+++ The data
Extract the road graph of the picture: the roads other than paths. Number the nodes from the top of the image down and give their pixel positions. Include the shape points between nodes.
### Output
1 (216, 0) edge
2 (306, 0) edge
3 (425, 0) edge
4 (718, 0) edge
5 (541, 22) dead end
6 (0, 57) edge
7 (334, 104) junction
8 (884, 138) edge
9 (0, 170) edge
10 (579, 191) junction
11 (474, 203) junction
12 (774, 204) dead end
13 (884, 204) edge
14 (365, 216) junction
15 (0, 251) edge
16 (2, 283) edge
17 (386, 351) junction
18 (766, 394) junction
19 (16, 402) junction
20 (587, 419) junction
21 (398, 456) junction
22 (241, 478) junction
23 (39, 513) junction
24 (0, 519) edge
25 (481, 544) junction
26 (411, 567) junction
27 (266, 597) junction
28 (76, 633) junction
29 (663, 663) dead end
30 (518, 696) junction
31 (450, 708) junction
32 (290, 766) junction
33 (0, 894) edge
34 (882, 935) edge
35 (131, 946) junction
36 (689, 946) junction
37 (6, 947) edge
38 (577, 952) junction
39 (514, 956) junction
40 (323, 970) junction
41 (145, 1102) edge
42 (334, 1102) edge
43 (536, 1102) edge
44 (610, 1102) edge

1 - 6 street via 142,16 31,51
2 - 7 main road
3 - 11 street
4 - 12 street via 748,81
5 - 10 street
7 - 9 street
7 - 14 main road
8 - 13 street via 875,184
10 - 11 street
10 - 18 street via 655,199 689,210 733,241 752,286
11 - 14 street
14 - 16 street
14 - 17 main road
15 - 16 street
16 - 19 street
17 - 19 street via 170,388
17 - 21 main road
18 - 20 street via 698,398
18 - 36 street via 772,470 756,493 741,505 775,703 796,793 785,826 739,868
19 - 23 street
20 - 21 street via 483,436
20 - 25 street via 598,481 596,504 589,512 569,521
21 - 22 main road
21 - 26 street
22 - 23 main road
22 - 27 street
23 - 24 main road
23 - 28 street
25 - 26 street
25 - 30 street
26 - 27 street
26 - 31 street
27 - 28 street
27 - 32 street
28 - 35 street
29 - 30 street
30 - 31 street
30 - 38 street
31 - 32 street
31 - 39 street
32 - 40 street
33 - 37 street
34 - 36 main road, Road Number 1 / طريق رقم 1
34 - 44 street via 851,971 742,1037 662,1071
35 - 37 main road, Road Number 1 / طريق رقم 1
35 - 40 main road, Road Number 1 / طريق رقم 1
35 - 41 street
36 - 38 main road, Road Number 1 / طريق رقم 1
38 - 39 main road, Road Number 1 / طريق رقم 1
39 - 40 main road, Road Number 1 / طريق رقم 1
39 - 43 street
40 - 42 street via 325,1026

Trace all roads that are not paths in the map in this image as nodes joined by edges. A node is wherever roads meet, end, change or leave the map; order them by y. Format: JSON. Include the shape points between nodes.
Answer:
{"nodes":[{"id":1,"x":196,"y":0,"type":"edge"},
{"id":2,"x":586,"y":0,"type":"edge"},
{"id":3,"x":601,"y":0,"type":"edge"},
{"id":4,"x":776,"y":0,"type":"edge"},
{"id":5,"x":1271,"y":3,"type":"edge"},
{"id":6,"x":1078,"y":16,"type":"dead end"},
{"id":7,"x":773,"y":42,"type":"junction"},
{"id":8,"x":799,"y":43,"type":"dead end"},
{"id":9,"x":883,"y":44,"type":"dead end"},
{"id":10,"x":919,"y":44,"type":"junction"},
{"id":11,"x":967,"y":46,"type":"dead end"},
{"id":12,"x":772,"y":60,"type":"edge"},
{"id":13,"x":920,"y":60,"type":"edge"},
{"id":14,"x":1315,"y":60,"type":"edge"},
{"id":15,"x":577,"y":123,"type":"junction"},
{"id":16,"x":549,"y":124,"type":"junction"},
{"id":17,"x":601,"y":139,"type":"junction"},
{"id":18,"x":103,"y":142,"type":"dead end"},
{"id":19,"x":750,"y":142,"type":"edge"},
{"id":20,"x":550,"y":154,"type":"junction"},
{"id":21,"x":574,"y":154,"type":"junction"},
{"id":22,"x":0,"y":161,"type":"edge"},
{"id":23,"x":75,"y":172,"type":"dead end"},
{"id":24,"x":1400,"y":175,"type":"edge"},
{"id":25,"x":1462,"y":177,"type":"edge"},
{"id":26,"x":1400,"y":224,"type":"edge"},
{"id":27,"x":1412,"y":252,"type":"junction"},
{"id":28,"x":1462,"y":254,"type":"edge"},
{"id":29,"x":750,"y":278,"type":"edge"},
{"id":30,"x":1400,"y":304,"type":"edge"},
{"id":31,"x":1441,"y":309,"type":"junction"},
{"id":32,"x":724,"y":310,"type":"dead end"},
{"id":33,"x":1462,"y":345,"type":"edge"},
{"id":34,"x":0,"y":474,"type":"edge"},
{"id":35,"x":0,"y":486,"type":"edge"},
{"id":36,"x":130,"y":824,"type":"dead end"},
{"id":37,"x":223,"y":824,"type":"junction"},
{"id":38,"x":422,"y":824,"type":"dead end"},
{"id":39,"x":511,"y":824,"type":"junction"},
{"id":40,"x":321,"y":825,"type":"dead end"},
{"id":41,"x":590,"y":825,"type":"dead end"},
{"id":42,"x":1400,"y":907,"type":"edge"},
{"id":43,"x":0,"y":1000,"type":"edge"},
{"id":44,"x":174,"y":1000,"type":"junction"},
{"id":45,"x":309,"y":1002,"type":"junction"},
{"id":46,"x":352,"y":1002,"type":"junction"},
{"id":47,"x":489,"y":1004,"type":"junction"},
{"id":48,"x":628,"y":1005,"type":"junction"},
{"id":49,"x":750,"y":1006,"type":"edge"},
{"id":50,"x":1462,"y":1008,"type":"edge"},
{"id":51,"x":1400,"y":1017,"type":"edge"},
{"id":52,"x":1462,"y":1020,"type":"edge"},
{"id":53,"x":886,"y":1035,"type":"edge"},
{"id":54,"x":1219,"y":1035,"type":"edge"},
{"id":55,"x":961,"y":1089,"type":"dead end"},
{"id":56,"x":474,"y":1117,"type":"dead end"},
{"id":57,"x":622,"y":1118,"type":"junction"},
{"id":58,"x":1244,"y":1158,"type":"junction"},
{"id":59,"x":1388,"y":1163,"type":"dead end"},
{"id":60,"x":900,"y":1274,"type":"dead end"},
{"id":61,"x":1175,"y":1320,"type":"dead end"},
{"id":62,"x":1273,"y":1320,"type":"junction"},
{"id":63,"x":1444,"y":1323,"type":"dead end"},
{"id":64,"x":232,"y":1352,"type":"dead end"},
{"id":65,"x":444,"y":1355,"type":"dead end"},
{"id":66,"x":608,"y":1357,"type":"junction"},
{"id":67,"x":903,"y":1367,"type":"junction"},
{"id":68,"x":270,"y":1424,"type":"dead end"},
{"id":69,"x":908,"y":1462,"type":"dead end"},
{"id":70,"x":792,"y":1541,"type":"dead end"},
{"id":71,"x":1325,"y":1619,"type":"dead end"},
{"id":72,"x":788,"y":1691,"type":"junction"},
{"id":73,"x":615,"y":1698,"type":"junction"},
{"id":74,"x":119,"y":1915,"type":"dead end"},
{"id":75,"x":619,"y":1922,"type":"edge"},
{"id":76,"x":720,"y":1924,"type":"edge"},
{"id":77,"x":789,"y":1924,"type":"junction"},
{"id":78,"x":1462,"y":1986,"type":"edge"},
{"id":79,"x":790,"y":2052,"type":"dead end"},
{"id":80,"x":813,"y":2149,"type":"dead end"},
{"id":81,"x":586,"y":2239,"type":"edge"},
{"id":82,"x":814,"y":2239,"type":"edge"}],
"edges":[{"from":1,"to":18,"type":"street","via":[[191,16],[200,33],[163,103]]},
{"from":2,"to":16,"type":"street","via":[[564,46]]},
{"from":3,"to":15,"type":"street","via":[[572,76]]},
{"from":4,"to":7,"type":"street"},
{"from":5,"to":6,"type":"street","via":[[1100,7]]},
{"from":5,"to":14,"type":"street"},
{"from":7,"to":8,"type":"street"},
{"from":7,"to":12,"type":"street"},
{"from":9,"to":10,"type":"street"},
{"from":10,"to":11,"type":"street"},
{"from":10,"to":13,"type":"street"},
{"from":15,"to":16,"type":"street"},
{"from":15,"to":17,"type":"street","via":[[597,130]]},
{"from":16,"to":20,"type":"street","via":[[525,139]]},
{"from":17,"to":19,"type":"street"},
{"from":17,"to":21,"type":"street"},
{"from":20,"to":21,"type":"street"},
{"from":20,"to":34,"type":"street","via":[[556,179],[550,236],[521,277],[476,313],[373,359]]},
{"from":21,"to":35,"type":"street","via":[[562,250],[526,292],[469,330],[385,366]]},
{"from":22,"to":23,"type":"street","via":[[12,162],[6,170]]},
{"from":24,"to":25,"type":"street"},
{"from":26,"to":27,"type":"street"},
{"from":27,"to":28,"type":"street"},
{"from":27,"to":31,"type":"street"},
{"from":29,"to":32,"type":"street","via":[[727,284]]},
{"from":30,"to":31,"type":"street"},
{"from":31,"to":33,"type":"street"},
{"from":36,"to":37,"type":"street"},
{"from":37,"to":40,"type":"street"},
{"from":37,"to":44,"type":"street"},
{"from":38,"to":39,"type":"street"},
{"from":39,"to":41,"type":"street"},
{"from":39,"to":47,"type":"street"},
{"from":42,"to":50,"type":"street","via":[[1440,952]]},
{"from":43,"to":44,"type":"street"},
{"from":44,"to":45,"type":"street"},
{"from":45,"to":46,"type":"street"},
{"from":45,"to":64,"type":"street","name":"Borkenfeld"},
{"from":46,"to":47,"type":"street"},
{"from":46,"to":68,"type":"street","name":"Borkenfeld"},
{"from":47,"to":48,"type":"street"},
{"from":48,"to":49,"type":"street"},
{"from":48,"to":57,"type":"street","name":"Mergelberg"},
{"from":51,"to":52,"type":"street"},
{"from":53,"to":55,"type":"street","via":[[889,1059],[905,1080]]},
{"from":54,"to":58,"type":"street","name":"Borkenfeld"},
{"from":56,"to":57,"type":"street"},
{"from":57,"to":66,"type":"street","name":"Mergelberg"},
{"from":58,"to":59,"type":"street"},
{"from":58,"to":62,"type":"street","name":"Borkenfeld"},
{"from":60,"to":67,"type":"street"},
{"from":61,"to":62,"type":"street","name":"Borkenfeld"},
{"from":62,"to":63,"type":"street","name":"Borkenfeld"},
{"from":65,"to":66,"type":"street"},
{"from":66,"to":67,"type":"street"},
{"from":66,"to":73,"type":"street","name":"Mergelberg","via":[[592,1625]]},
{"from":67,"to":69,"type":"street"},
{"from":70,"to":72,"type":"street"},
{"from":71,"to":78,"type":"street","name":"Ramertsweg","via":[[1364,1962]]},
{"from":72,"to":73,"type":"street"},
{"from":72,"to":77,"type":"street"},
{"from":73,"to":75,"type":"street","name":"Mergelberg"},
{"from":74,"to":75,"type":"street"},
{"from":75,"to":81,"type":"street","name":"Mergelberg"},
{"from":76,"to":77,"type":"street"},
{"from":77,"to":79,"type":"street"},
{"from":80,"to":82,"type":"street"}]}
++++++
Task objective:
What is the number of lines in the data holding the word "edges"? Reply with that number only.

Answer to this exercise:
2